The work process, the products of which appear in this book, consisted of several stages:
1. Establishment of a steering committee. A steering committee was established to lead and support the process. Four departments were chosen from the division and, from these, staff members who shared their stories of success.
2. Selection of stories. The stories were selected according to set criteria. For example, both staff member and client deemed the handling of the case successful; the staff member assessed that the client would agree to be interviewed; the stories represented the diverse population of the division’s clientele. Once the criteria were determined, several meetings were held to choose the stories of success.
3. Instruction of social work students in the documentation of the stories. Social work students from Ben-Gurion University of the Negev were chosen to document the stories. They selected this project as part of the requirements of their BA studies.
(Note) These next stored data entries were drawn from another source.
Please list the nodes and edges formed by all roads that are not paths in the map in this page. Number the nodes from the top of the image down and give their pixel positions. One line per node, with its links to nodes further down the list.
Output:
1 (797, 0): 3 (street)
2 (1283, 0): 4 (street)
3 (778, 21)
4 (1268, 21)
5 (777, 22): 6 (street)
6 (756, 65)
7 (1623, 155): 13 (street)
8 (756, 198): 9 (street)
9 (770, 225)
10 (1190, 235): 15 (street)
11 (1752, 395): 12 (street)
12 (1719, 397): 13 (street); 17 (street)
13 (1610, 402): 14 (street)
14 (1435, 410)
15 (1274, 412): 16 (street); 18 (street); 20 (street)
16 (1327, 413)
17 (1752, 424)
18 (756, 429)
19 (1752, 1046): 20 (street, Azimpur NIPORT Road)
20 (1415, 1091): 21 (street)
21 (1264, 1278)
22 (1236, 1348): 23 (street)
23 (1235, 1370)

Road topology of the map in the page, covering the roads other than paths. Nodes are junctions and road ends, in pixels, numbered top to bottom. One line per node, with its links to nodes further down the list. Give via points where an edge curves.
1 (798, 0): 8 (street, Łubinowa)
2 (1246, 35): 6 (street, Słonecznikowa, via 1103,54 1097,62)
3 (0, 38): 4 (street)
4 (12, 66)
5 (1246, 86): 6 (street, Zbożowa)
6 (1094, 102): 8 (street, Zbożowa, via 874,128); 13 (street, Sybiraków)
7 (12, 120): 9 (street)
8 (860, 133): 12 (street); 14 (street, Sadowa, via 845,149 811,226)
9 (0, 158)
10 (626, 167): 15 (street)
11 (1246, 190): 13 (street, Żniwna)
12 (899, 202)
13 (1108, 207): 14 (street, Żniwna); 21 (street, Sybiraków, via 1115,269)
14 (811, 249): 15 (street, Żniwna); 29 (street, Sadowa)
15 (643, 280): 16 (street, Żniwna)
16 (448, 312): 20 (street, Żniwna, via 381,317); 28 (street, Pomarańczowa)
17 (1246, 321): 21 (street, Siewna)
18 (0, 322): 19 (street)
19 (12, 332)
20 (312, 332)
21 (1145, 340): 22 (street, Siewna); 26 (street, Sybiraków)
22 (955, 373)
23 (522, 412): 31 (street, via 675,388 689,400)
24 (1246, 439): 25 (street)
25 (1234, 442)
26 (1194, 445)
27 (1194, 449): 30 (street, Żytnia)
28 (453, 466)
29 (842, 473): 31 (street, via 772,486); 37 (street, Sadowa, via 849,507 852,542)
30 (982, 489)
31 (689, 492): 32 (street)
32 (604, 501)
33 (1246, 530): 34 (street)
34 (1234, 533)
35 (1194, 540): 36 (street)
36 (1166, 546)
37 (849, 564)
They learned the main points of Learning from success – the retrospective method.
4. The investigation and documentation of the stories were performed by the students trained to do so. Nine clients, as well as 10 professionals were interviewed: seven social workers, one employment coordinator, one employment companion, and a probation officer. The following are examples of the stories of success documented in the book: Step by step – The rehabilitation of an addict; Woman of Valor – A change of occupation and personal empowerment; True dignity – Rehabilitation from a gambling addiction and a life of crime.
5. Processing of the stories and the extraction of common principles of action. Following documentation, the interview materials were formulated into stories. A chapter was written summarizing the principles of action common to all or most of the stories. Examples of these are: a respectful attitude to the clients at all times; a treatment program taking into account the entire family; the fact that success has many partners; systemic work with partners inside, and outside of, the welfare system to facilitate allencompassing optimal treatment; exploitation of a crisis as a lever for change; a meaningful therapeutic relationship as the basis of success; personally tailored treatment.
The book provides insights into successful practices that led to meaningful change in the lives of the
clients and their families. These will serve as the basis for further learning and seminars, and constitute
a resource for the mutual learning and professional development of social service staff and officials
working with Israel’s diverse populations.